* TASK TO COMPLETE: Reproduce every record below word for word and include no pictures.

* LISTED ENTRIES:
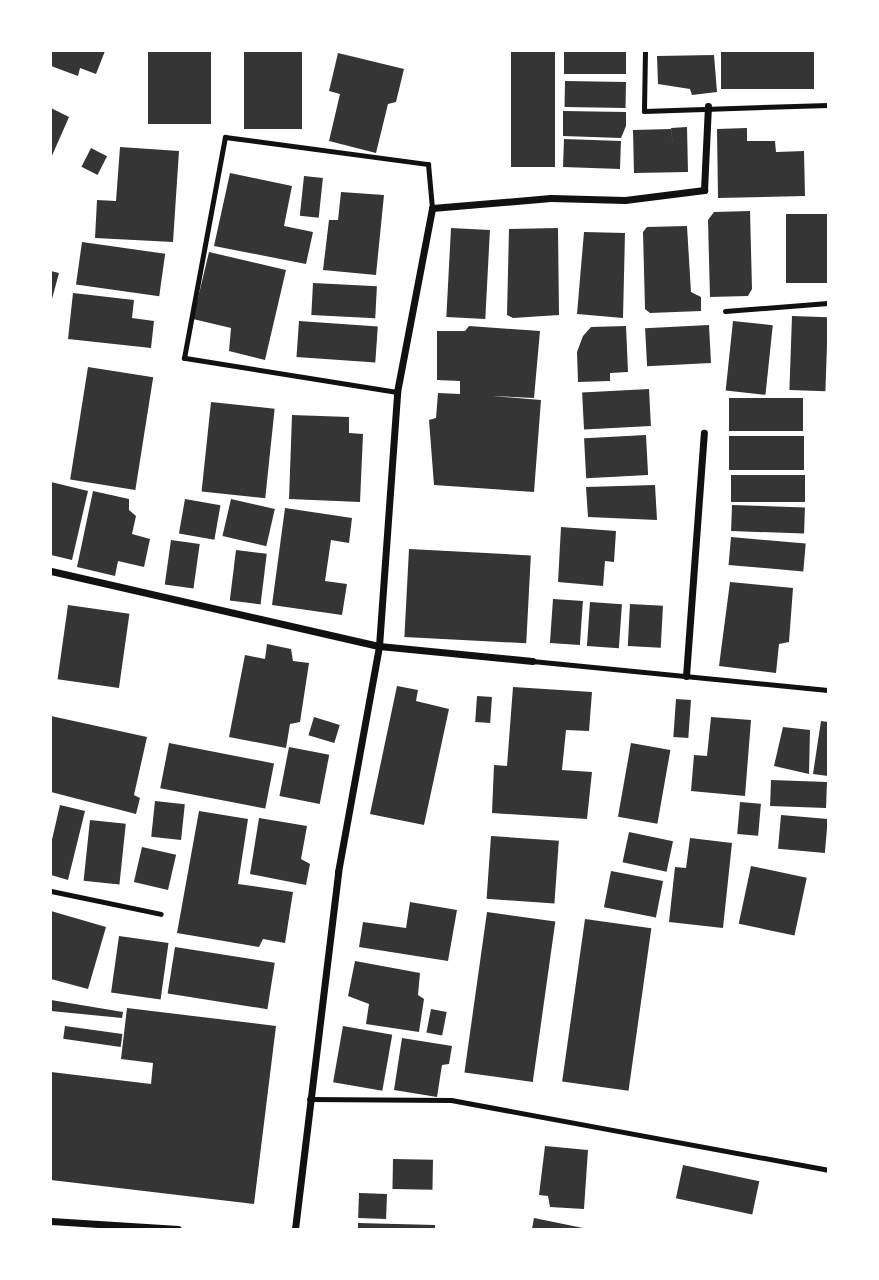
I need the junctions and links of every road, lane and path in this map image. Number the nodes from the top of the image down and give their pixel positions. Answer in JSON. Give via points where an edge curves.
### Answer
{"nodes":[{"id":1,"x":645,"y":51,"type":"edge"},
{"id":2,"x":828,"y":105,"type":"edge"},
{"id":3,"x":708,"y":106,"type":"junction"},
{"id":4,"x":432,"y":208,"type":"junction"},
{"id":5,"x":828,"y":303,"type":"edge"},
{"id":6,"x":724,"y":311,"type":"dead end"},
{"id":7,"x":397,"y":392,"type":"junction"},
{"id":8,"x":704,"y":432,"type":"dead end"},
{"id":9,"x":51,"y":571,"type":"edge"},
{"id":10,"x":379,"y":646,"type":"junction"},
{"id":11,"x":532,"y":661,"type":"joint"},
{"id":12,"x":686,"y":676,"type":"junction"},
{"id":13,"x":828,"y":689,"type":"edge"},
{"id":14,"x":51,"y":891,"type":"edge"},
{"id":15,"x":161,"y":914,"type":"dead end"},
{"id":16,"x":309,"y":1100,"type":"junction"},
{"id":17,"x":828,"y":1170,"type":"edge"},
{"id":18,"x":51,"y":1221,"type":"edge"},
{"id":19,"x":178,"y":1229,"type":"edge"},
{"id":20,"x":295,"y":1229,"type":"edge"}],
"edges":[{"from":1,"to":3,"type":"lane","via":[[644,111]]},
{"from":2,"to":3,"type":"lane"},
{"from":3,"to":4,"type":"street","via":[[704,190],[625,200],[551,198]]},
{"from":4,"to":7,"type":"street"},
{"from":4,"to":7,"type":"lane","via":[[428,164],[225,137],[184,358]]},
{"from":5,"to":6,"type":"lane"},
{"from":7,"to":10,"type":"street"},
{"from":8,"to":12,"type":"street"},
{"from":9,"to":10,"type":"street"},
{"from":10,"to":11,"type":"street"},
{"from":10,"to":16,"type":"street","via":[[338,872]]},
{"from":11,"to":12,"type":"lane"},
{"from":12,"to":13,"type":"lane"},
{"from":14,"to":15,"type":"lane"},
{"from":16,"to":17,"type":"lane","via":[[451,1100]]},
{"from":16,"to":20,"type":"street"},
{"from":18,"to":19,"type":"street"}]}
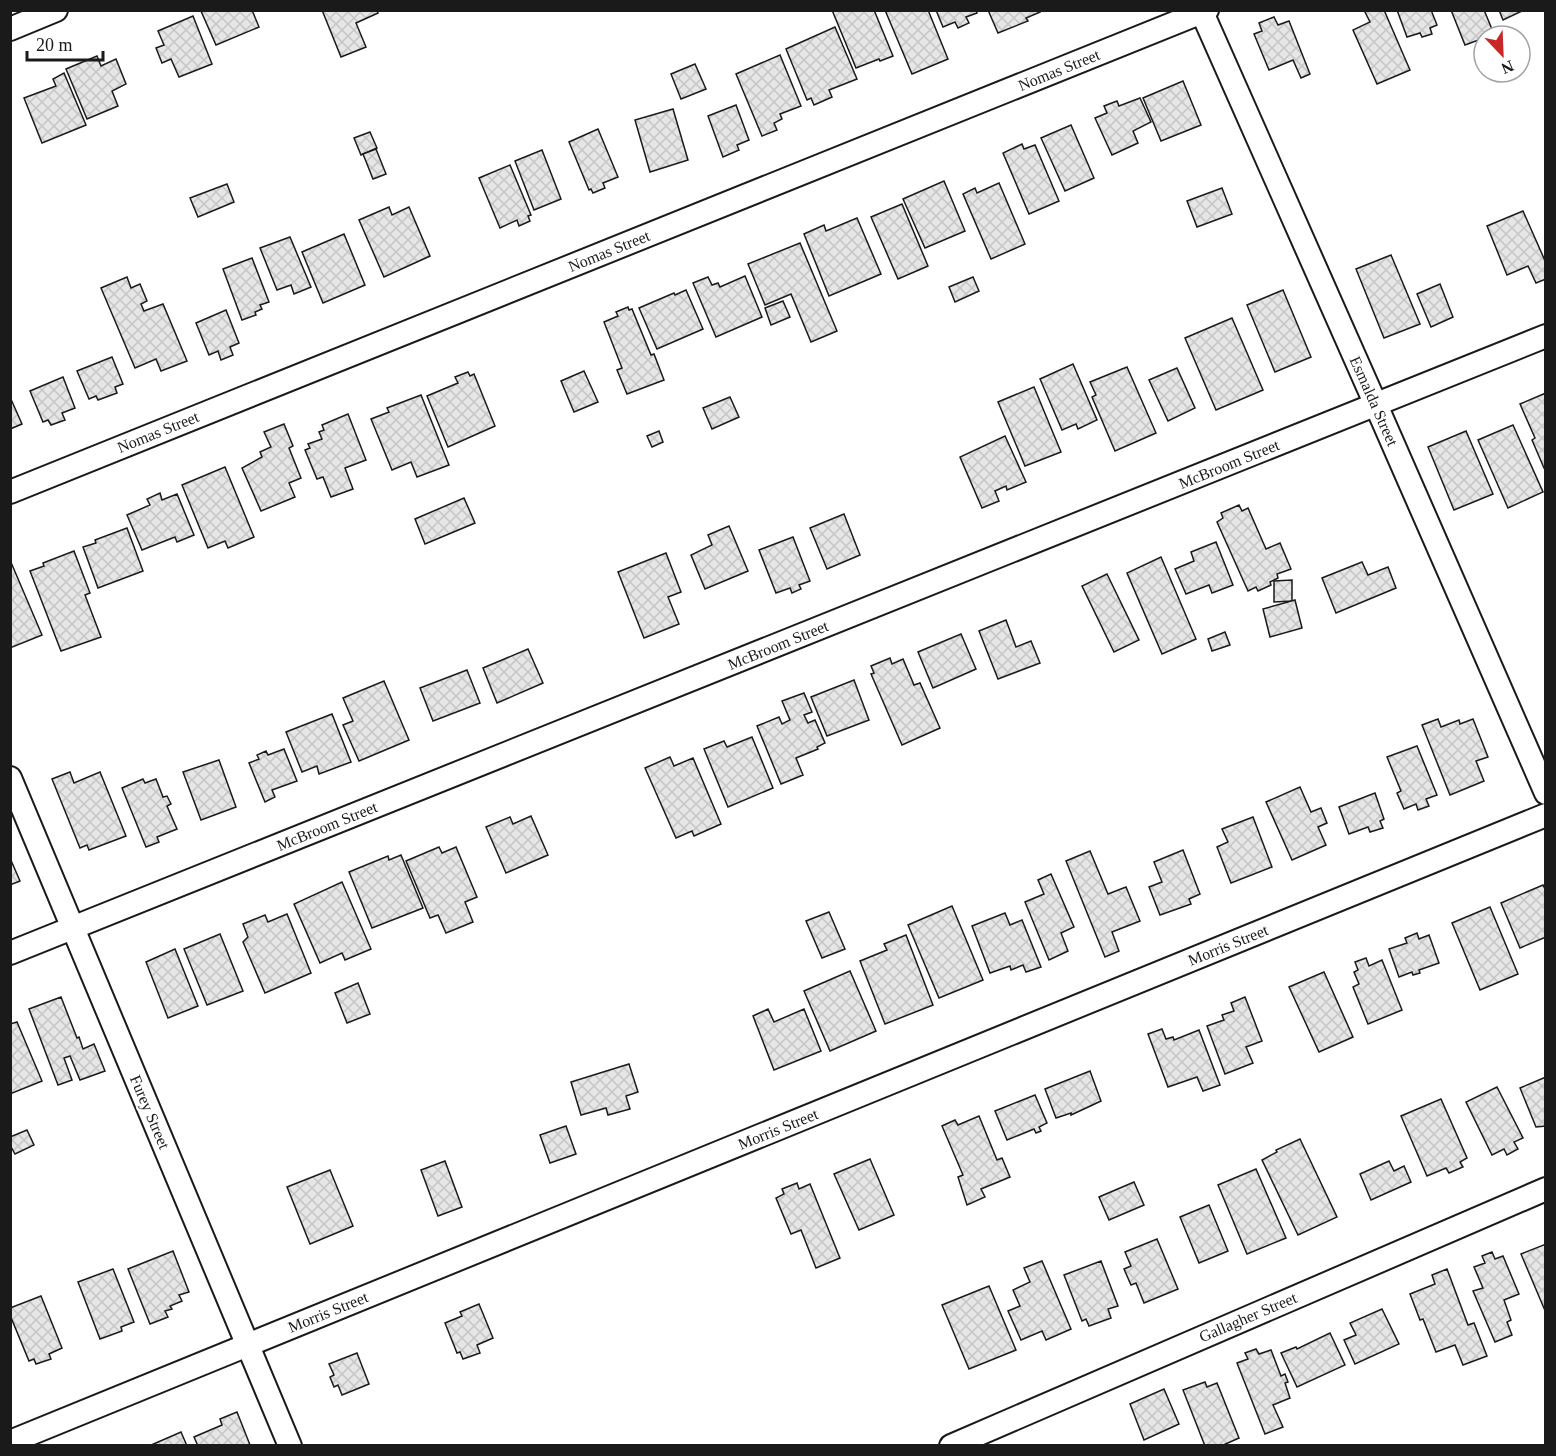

* RESULT OF THE EXERCISE:
I need the junctions and links of every road, lane and path in this map image. Number the nodes from the top of the image down and give their pixel positions. Answer in JSON. Give via points where an edge curves.
### Answer
{"nodes":[{"id":1,"x":645,"y":51,"type":"edge"},
{"id":2,"x":828,"y":105,"type":"edge"},
{"id":3,"x":708,"y":106,"type":"junction"},
{"id":4,"x":432,"y":208,"type":"junction"},
{"id":5,"x":828,"y":303,"type":"edge"},
{"id":6,"x":724,"y":311,"type":"dead end"},
{"id":7,"x":397,"y":392,"type":"junction"},
{"id":8,"x":704,"y":432,"type":"dead end"},
{"id":9,"x":51,"y":571,"type":"edge"},
{"id":10,"x":379,"y":646,"type":"junction"},
{"id":11,"x":532,"y":661,"type":"joint"},
{"id":12,"x":686,"y":676,"type":"junction"},
{"id":13,"x":828,"y":689,"type":"edge"},
{"id":14,"x":51,"y":891,"type":"edge"},
{"id":15,"x":161,"y":914,"type":"dead end"},
{"id":16,"x":309,"y":1100,"type":"junction"},
{"id":17,"x":828,"y":1170,"type":"edge"},
{"id":18,"x":51,"y":1221,"type":"edge"},
{"id":19,"x":178,"y":1229,"type":"edge"},
{"id":20,"x":295,"y":1229,"type":"edge"}],
"edges":[{"from":1,"to":3,"type":"lane","via":[[644,111]]},
{"from":2,"to":3,"type":"lane"},
{"from":3,"to":4,"type":"street","via":[[704,190],[625,200],[551,198]]},
{"from":4,"to":7,"type":"street"},
{"from":4,"to":7,"type":"lane","via":[[428,164],[225,137],[184,358]]},
{"from":5,"to":6,"type":"lane"},
{"from":7,"to":10,"type":"street"},
{"from":8,"to":12,"type":"street"},
{"from":9,"to":10,"type":"street"},
{"from":10,"to":11,"type":"street"},
{"from":10,"to":16,"type":"street","via":[[338,872]]},
{"from":11,"to":12,"type":"lane"},
{"from":12,"to":13,"type":"lane"},
{"from":14,"to":15,"type":"lane"},
{"from":16,"to":17,"type":"lane","via":[[451,1100]]},
{"from":16,"to":20,"type":"street"},
{"from":18,"to":19,"type":"street"}]}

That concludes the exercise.